Maaitah, Ahmad and Mishra, Tapas (2025) Modelling persistence in cross-market bitcoin prices with a break and a memory. In, Zarifis, Alex and Cheng, Xusen (eds.) Fintech and the emerging ecosystems: exploring centralised and decentralised financial technologies. (Financial Innovation and Technology) 1 ed. Switzerland. Springer Cham, pp. 171-209. (doi:10.1007/978-3-031-83402-8_6).
Abstract
Switching (both endogenous and exogenous) are unavoidable recurring features of financial time series, particularly Bitcoin prices. The latter are driven by frequent changes in investors’ sentiment as there is no theoretical fundamental value of crypto assets. Frequent switching in Bitcoin prices—which is often identified in empirical studies—is nevertheless primordially endogenous in nature. Therefore, endogenous switches of such a nature may not be at odds with empirical studies which find that long-memory persistence in economic and financial time series may be spuriously dominated by break points in the data. The theoretical lengths of the switches (i.e. the expected convergence behaviour of shocks to the zero mean) often encounter the intervention of another break point (of an unclaimed length) masking the inherent pattern of the series as being perennially persistent. In the empirical finance literature, both memory (persistence feature) and breaks (types of switching) have implications for the efficiency of the market. In this chapter, we outline an argument and present a theory-driven empirical apparatus to demonstrate that Bitcoin investors are driven, although not beaten by ‘memory’ as well as a number of endogenous switches in the price level. Both memory and endogenous switches are compatible with what we call an endogenous growth mechanism in Bitcoin market.

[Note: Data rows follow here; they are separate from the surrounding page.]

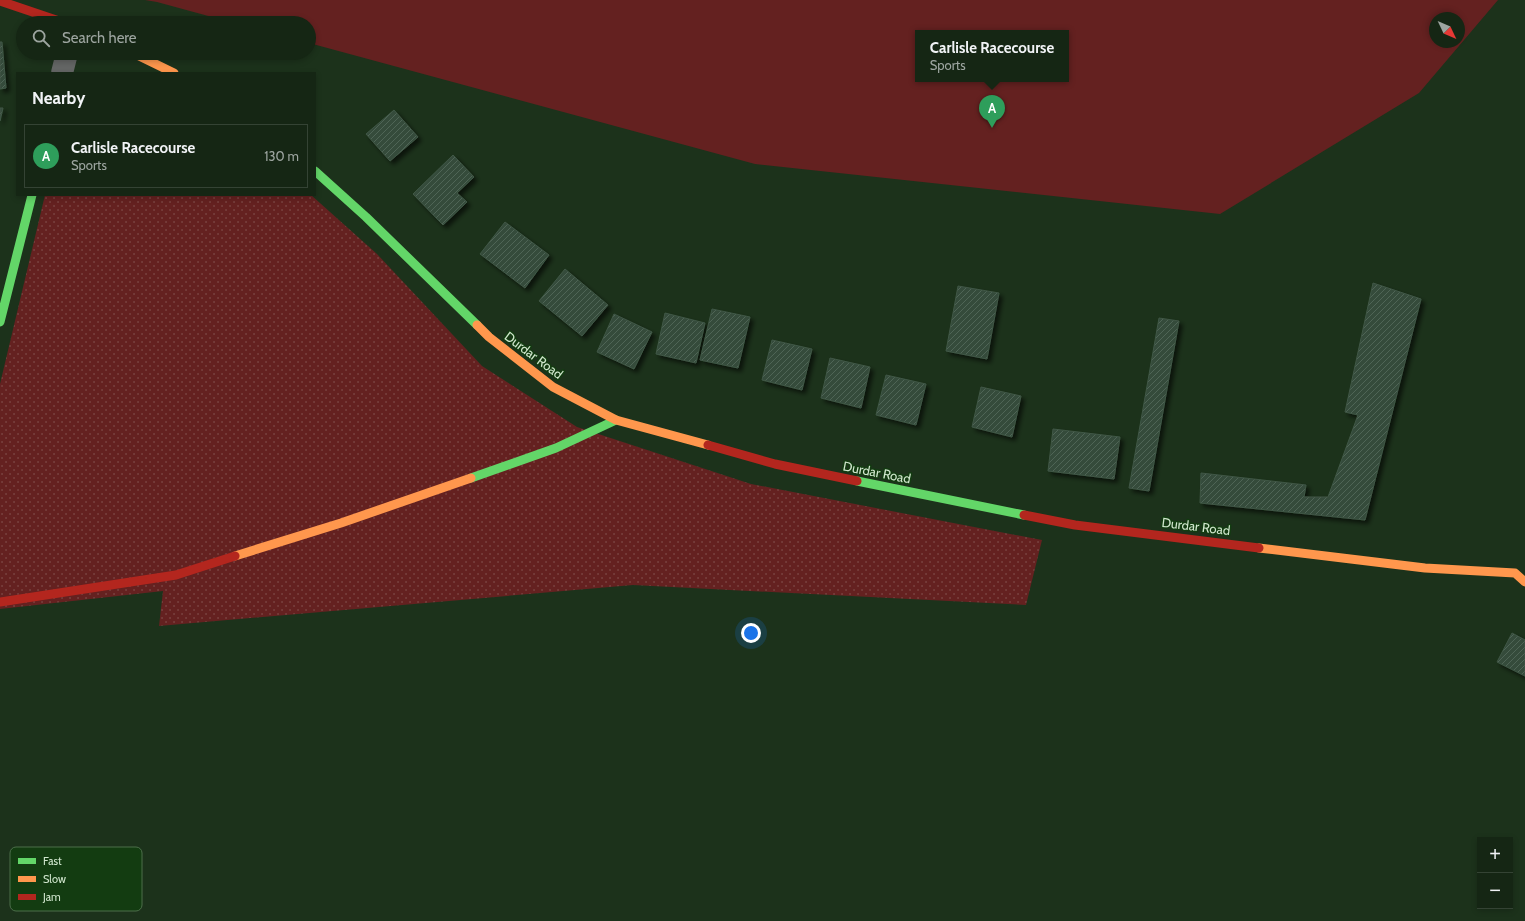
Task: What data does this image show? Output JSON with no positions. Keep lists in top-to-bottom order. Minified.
{"streets":{"street":["Durdar Road"]},"legend":["Fast","Slow","Jam"],"north":"bottom right","page":{"search":"Search here","popup":["Carlisle Racecourse","Sports"],"heading":"Nearby","pins":"A","list":[{"mark":"A","name":"Carlisle Racecourse","note":"Sports","value":"130 m"}],"map_buttons":["+","−"]}}
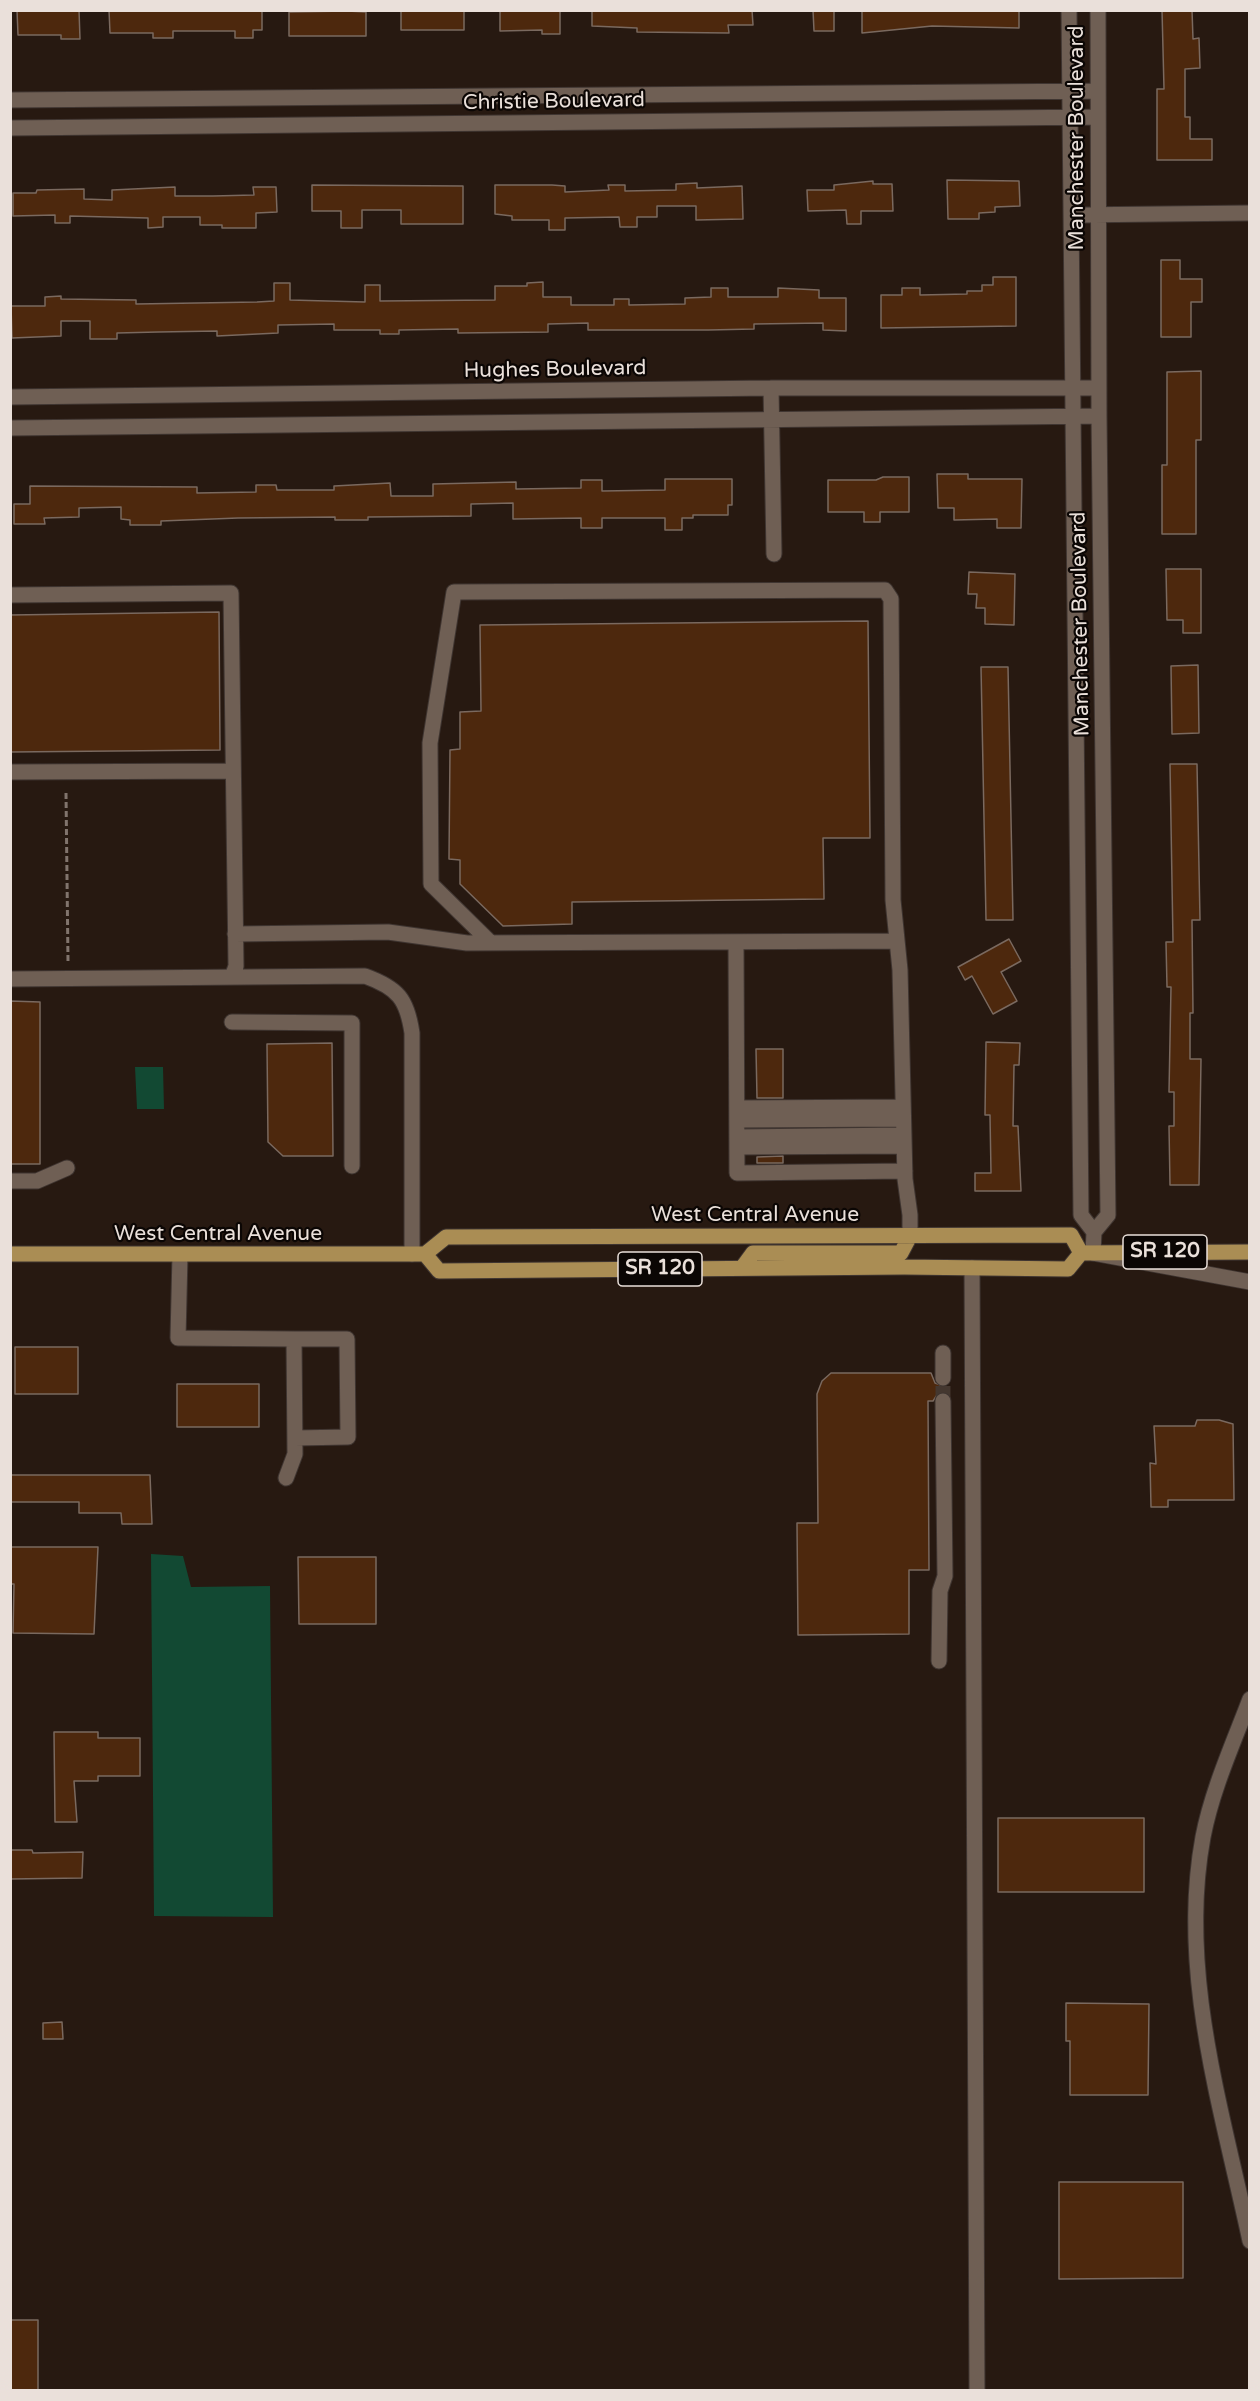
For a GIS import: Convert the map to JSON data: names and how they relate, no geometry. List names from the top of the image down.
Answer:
{
  "streets": {
    "main road": ["West Central Avenue", "SR 120"],
    "street": ["Christie Boulevard", "Manchester Boulevard", "Hughes Boulevard"]
  },
  "crossings": [
    ["Christie Boulevard", "Manchester Boulevard"],
    ["Manchester Boulevard", "Hughes Boulevard"],
    ["Manchester Boulevard", "West Central Avenue"],
    ["Manchester Boulevard", "SR 120"],
    ["West Central Avenue", "SR 120"]
  ]
}
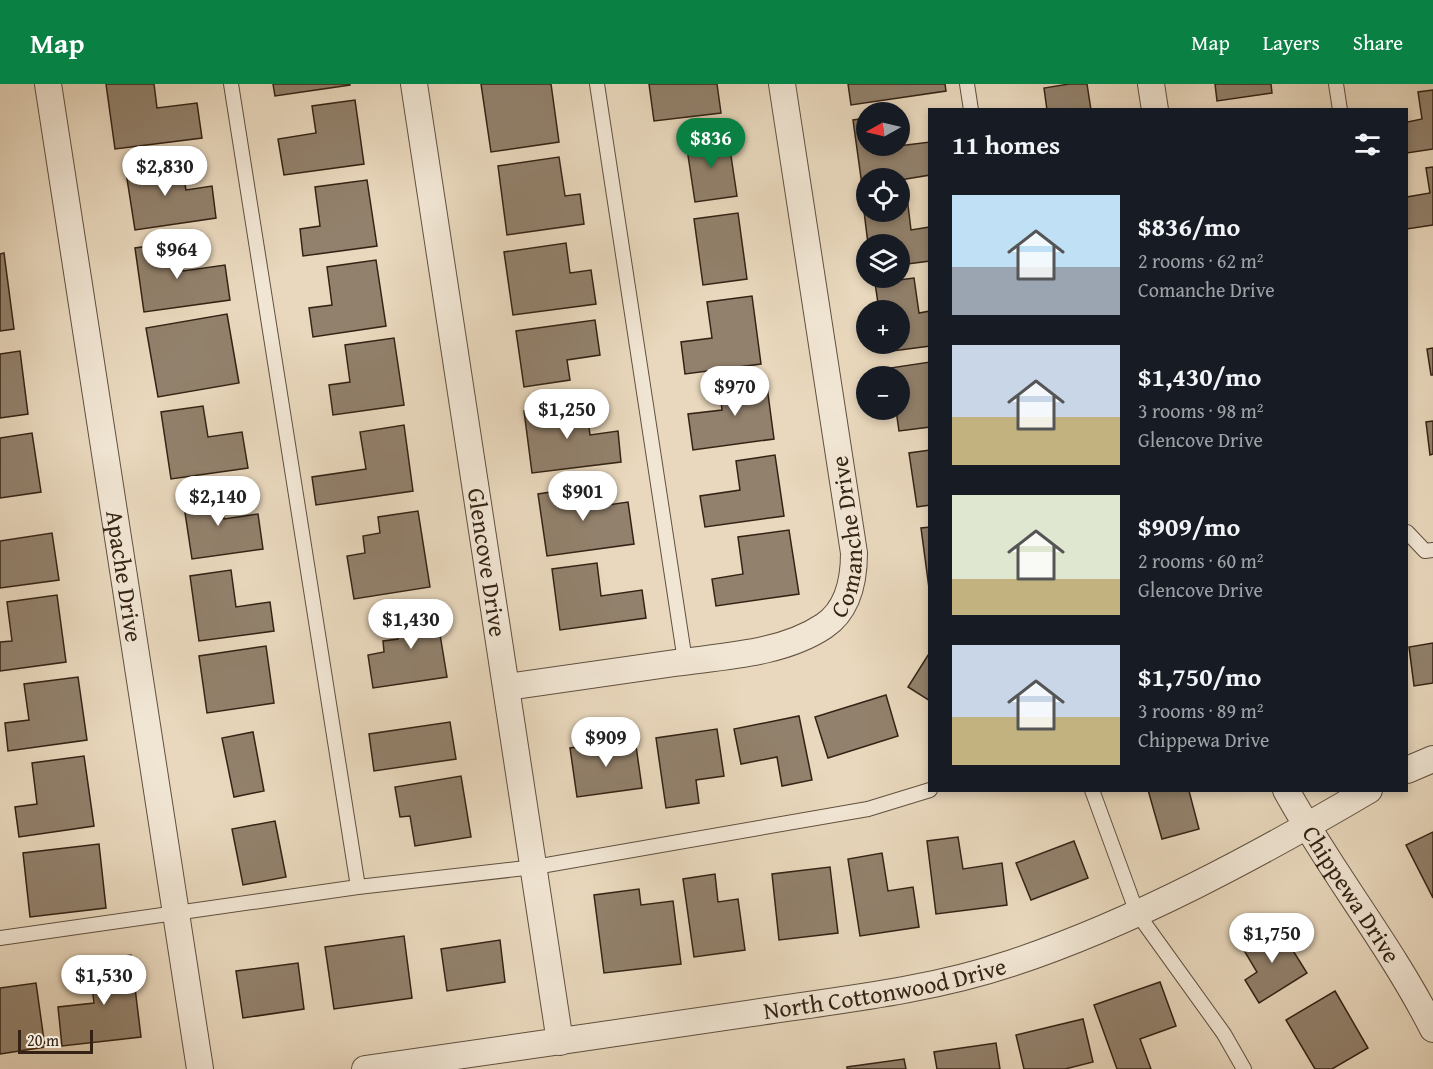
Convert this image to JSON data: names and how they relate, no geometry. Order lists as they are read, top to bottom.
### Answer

The finding of persistence has also relevance to the theory of learning: an agent that learns synchronously is an agent that will depict fewer persistence behaviours. We employ a variant of the Auto-Regressive Fractionally Integrated Moving Average (ARFIMA) Markov model with endogenous switches to characterise the profile of price fluctuations in cross-market Bitcoin prices. We show that Bitcoin markets depict true long memory and that price dynamics are mostly driven by endogenous feedback mechanisms or market reflexivity.